According to Heise online, the EU's Galileo navigation system has been clawed back from the precipice and will live to see another day.

As we left it, the companies forming the development consortium for the system were refusing to incorporate a company which could take the project forward.

This left the EU commission without a formal partner and no entity which could order the satellites needed to set up the system, leaving the commission to consider handing responsibility for the system to a public body – thereby virtually ensuring its demise.

If they are good at nothing else, however, the "colleagues" need take lessons from no one in brinkmanship. Thus, yesterday, the consortium capitulated and the separate companies signed the articles of incorporation of a registered company.

However, this is but one small step, and the problems affecting Galileo are by no means resolved. Forbes cites Michele Cercone, spokesman for EU transport commissioner Jacques "Wheel" Barrot, saying that the consortium's move is a "commitment, not a result".

The transport council is due to meet in Brussels today to discuss the next step, and they will find that the underlying flaws in the commercial model have not gone away. In fact, they may be intensifying.

Reliable information is difficult to get but there are rumours circulating that the German road charging system – the only one in Europe so far that uses satellite positioning data to provide charging information – is running into serious problems. Unofficial reports suggest that the system is having difficulty in processing all the information and that as many as 60 percent of vehicles are escaping charges.

Income from road charging systems using Galileo is a vital component of the cost recovery plan and if they cannot deliver, then the project is in even more difficulty than its critics would have it.

That might explain the outgoing French president's parting shot, recorded here.

Despite the opposition of key EU member states, including Germany, Chirac – out of the blue - is demanding an immediate end to the boycott of arms sales to China. Sales of weapons relying on satellite guidance, some of which would be manufactured by consortium partner EADS, would help to underwrite the costs of commissioning Galileo. With China also favouring its own system, it might help pull it back into the project, also easing the financial crisis.

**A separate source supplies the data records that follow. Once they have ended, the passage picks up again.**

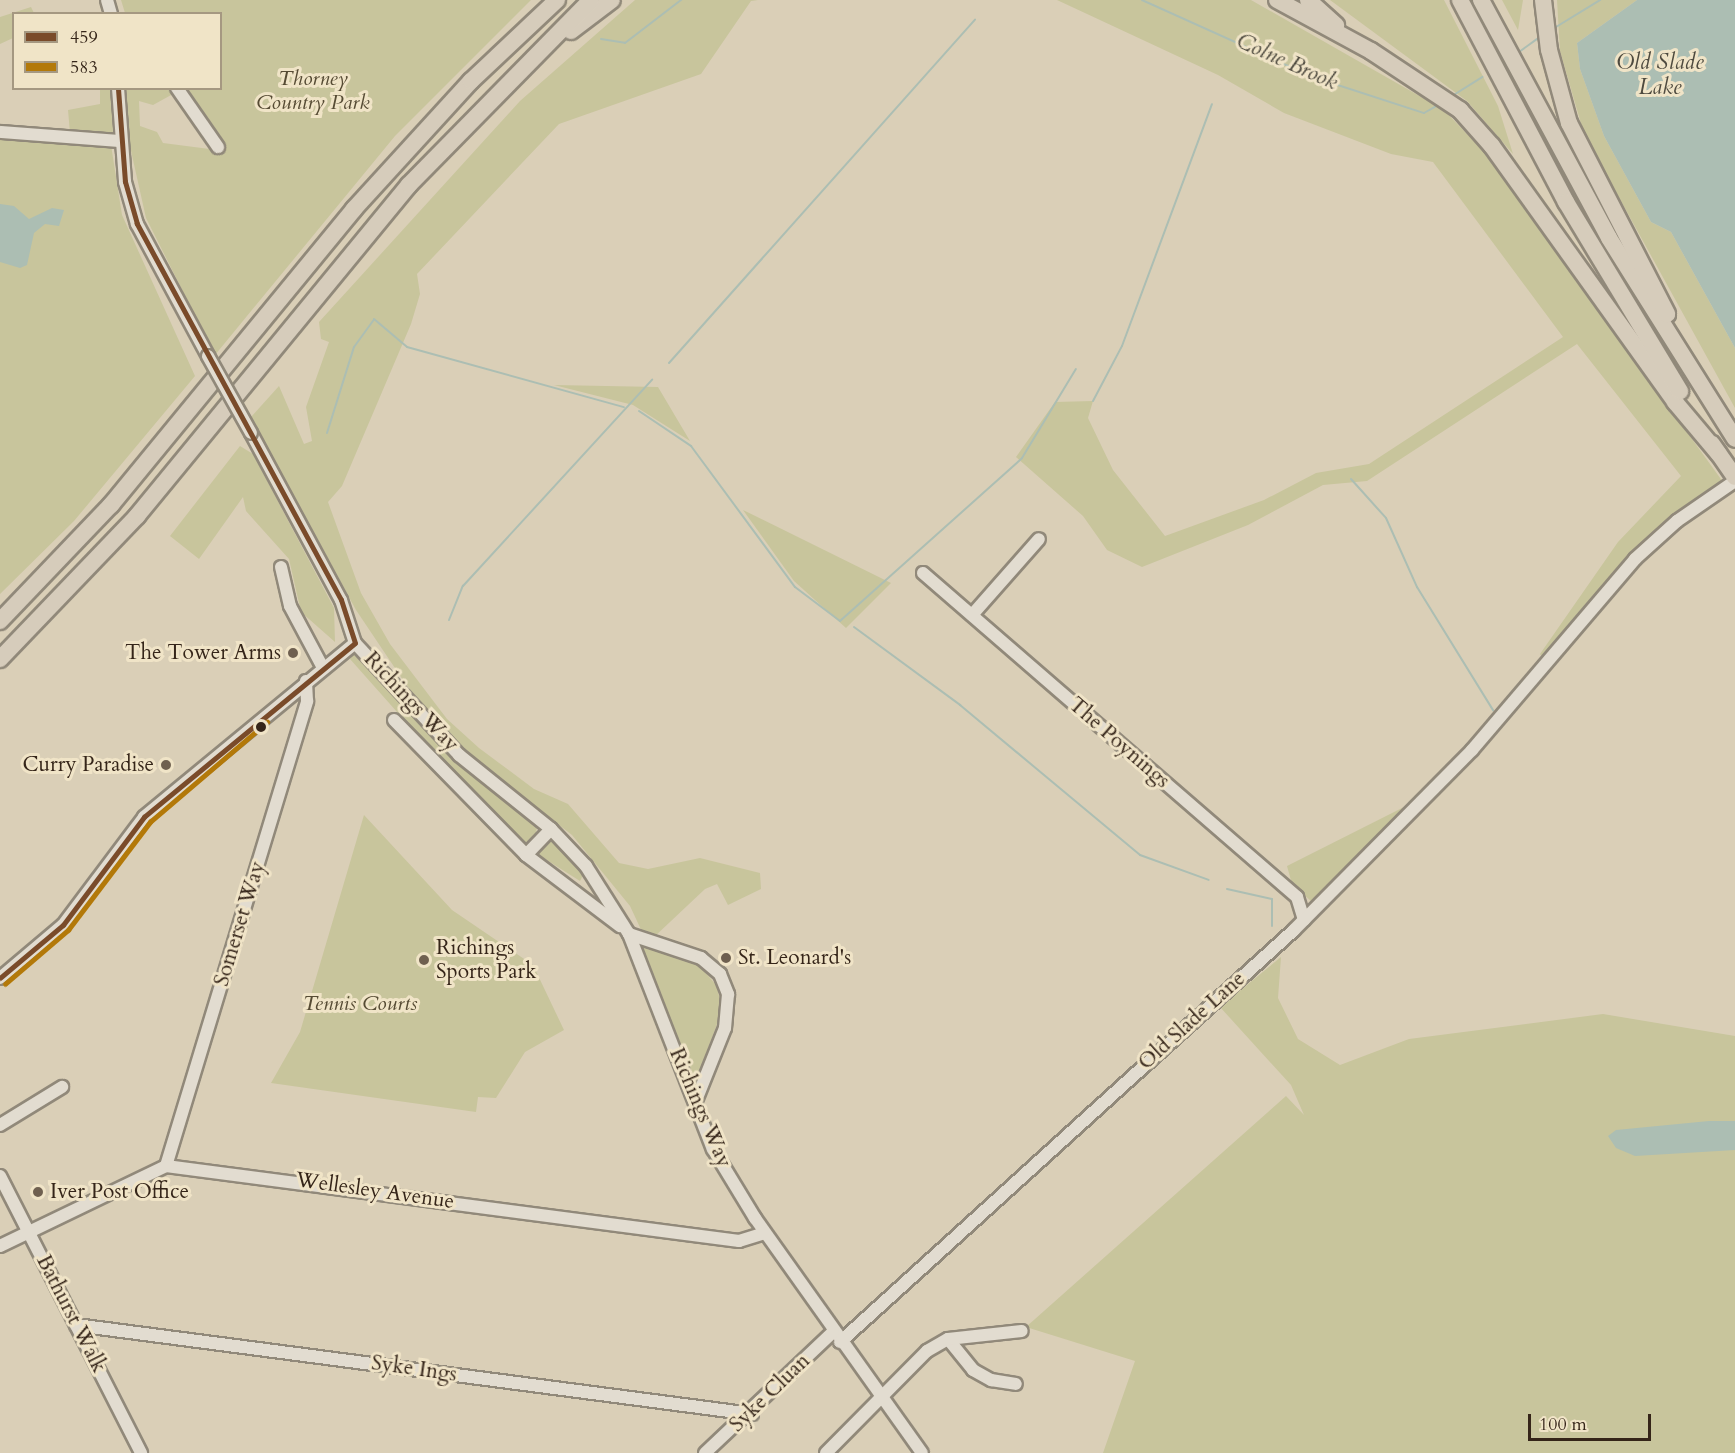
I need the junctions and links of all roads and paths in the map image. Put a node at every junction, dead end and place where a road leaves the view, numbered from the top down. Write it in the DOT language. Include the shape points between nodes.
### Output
graph roads {
  1 [pos="557,0"];
  2 [pos="591,0"];
  3 [pos="612,0"];
  4 [pos="1277,0"];
  5 [pos="1308,0"];
  6 [pos="1460,0"];
  7 [pos="1481,0"];
  8 [pos="1543,0"];
  9 [pos="545,48"];
  10 [pos="1371,51"];
  11 [pos="118,90"];
  12 [pos="178,90"];
  13 [pos="0,132"];
  14 [pos="119,141"];
  15 [pos="218,147"];
  16 [pos="1735,439"];
  17 [pos="1718,453"];
  18 [pos="1735,479"];
  19 [pos="1039,539"];
  20 [pos="281,567"];
  21 [pos="923,573"];
  22 [pos="972,615"];
  23 [pos="0,621"];
  24 [pos="355,643"];
  25 [pos="0,659"];
  26 [pos="322,666"];
  27 [pos="306,681"];
  28 [pos="393,720"];
  29 [pos="551,829"];
  30 [pos="526,855"];
  31 [pos="1304,920"];
  32 [pos="628,933"];
  33 [pos="0,978"];
  34 [pos="62,1087"];
  35 [pos="695,1103"];
  36 [pos="0,1125"];
  37 [pos="166,1166"];
  38 [pos="0,1176"];
  39 [pos="29,1233"];
  40 [pos="765,1233"];
  41 [pos="0,1246"];
  42 [pos="76,1325"];
  43 [pos="1022,1330"];
  44 [pos="837,1337"];
  45 [pos="948,1339"];
  46 [pos="1016,1384"];
  47 [pos="879,1396"];
  48 [pos="752,1414"];
  49 [pos="141,1453"];
  50 [pos="705,1453"];
  51 [pos="826,1453"];
  52 [pos="922,1453"];
  1 -- 23 [label="highway" via="384,176 111,505"];
  2 -- 9 [label="highway"];
  3 -- 9 [label="highway"];
  4 -- 10 [label="highway"];
  5 -- 10 [label="highway"];
  6 -- 17 [label="highway" via="1576,221"];
  7 -- 16 [label="highway" via="1608,238"];
  8 -- 16 [label="highway" via="1557,86 1579,148"];
  9 -- 25 [label="highway" via="409,185 137,516"];
  10 -- 17 [label="highway" via="1432,88 1476,127 1675,402"];
  11 -- 14 [label="street"];
  12 -- 15 [label="street"];
  13 -- 14 [label="street"];
  14 -- 24 [label="street, bridge" via="136,224 341,600"];
  17 -- 18 [label="highway"];
  18 -- 31 [label="street, Old Slade Lane" via="1635,559 1529,684"];
  19 -- 22 [label="street"];
  20 -- 26 [label="street" via="290,606"];
  21 -- 22 [label="street, The Poynings"];
  22 -- 31 [label="street, The Poynings" via="1297,897"];
  24 -- 26 [label="street"];
  24 -- 29 [label="street, Richings Way" via="459,755"];
  26 -- 27 [label="street"];
  27 -- 33 [label="street" via="144,818 63,925"];
  27 -- 37 [label="street, Somerset Way" via="307,701"];
  28 -- 30 [label="street, Richings Way"];
  29 -- 30 [label="street"];
  29 -- 32 [label="street, Richings Way" via="585,866"];
  30 -- 32 [label="street, Richings Way"];
  31 -- 44 [label="street, Old Slade Lane"];
  32 -- 35 [label="street, Richings Way"];
  32 -- 35 [label="street" via="701,958 720,974 728,994 725,1028"];
  34 -- 36 [label="street"];
  35 -- 40 [label="street, Richings Way" via="713,1149"];
  37 -- 39 [label="street"];
  37 -- 40 [label="street, Wellesley Avenue" via="740,1241"];
  38 -- 39 [label="street, Bathurst Walk"];
  39 -- 41 [label="street"];
  39 -- 42 [label="street, Bathurst Walk"];
  40 -- 44 [label="street, Richings Way"];
  42 -- 48 [label="street, Syke Ings"];
  42 -- 49 [label="street, Bathurst Walk"];
  43 -- 45 [label="street"];
  44 -- 47 [label="street, Richings Way"];
  44 -- 48 [label="street, Syke Cluan"];
  45 -- 46 [label="street" via="973,1370 991,1380"];
  45 -- 47 [label="street"];
  47 -- 51 [label="street"];
  47 -- 52 [label="street, Richings Way"];
  48 -- 50 [label="street, Syke Cluan"];
}
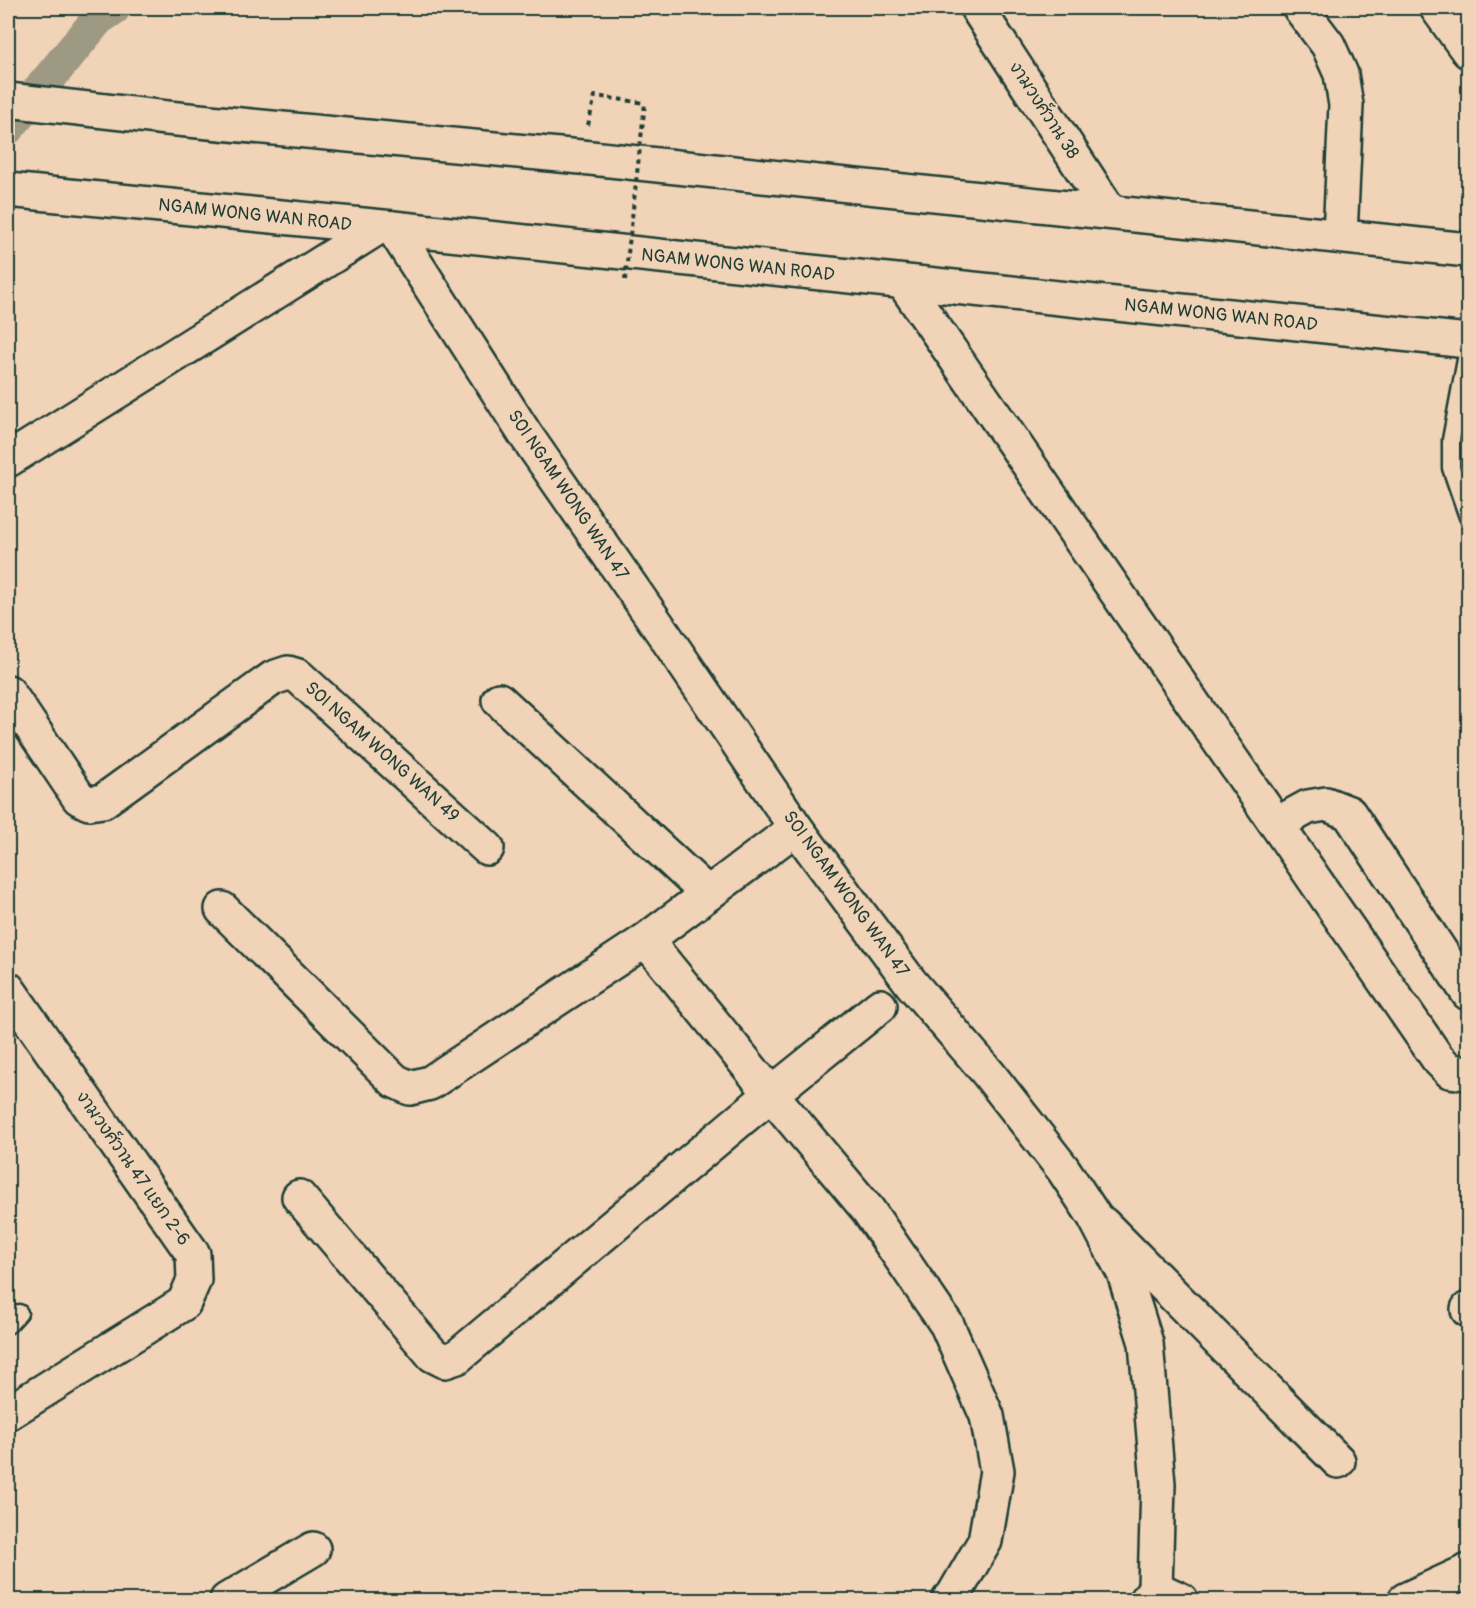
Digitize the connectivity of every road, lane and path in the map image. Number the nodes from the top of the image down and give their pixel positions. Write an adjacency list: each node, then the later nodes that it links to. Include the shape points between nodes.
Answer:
1 (977, 8): 8 (street, งามวงศ์วาน 38)
2 (1300, 8): 10 (street, via 1328,45 1341,74 1346,105)
3 (1437, 8): 4 (street)
4 (1468, 51)
5 (595, 96): 12 (path, bridge, via 645,103)
6 (8, 100): 8 (street)
7 (8, 190): 9 (street, NGAM WONG WAN ROAD)
8 (1110, 212): 10 (street)
9 (386, 228): 13 (street, NGAM WONG WAN ROAD); 16 (street); 21 (street, SOI NGAM WONG WAN 47)
10 (1340, 236): 11 (street)
11 (1468, 250)
12 (625, 280)
13 (903, 282): 14 (street, NGAM WONG WAN ROAD); 20 (street)
14 (1468, 340)
15 (1468, 349): 17 (lane, via 1451,440 1451,468)
16 (8, 460)
17 (1468, 516)
18 (8, 692): 22 (street, SOI NGAM WONG WAN 49, via 79,798 89,803 103,801 273,678 288,673 298,676)
19 (499, 700): 23 (street)
20 (1277, 824): 27 (street, via 1308,807 1326,804 1349,813); 29 (street, via 1438,1059 1450,1071)
21 (796, 828): 23 (street); 32 (street, SOI NGAM WONG WAN 47, via 911,983 1063,1169)
22 (487, 848)
23 (708, 894): 25 (street)
24 (222, 909): 25 (street, via 395,1081 410,1088 430,1083)
25 (646, 940): 30 (street)
26 (8, 989): 33 (street, งามวงศ์วาน 47 แยก 2-6, via 193,1254 194,1280 184,1303)
27 (1468, 993)
28 (880, 1006): 30 (street)
29 (1468, 1073)
30 (771, 1094): 31 (street, via 457,1357 446,1361 433,1354); 39 (street, via 868,1210 947,1325 987,1416 997,1471 985,1541)
31 (299, 1197)
32 (1094, 1216): 34 (street); 37 (street, SOI NGAM WONG WAN 47, via 1124,1273 1146,1343 1158,1485)
33 (8, 1413)
34 (1338, 1461)
35 (313, 1549): 38 (street)
36 (1468, 1571): 40 (street)
37 (1161, 1596)
38 (227, 1600)
39 (949, 1600)
40 (1405, 1600)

That much, of course, will not be discussed openly by the commission tomorrow, and it is unlikely that anything of the current traumas will be found in the mainstream media, which has largely ignored the project. But the time is fast approaching when serious financial decisions have to be made, at which point the taxpayers of the EU member states could find themselves having to meet a rather large and unexpected bill.

Brinkmanship may then not be enough.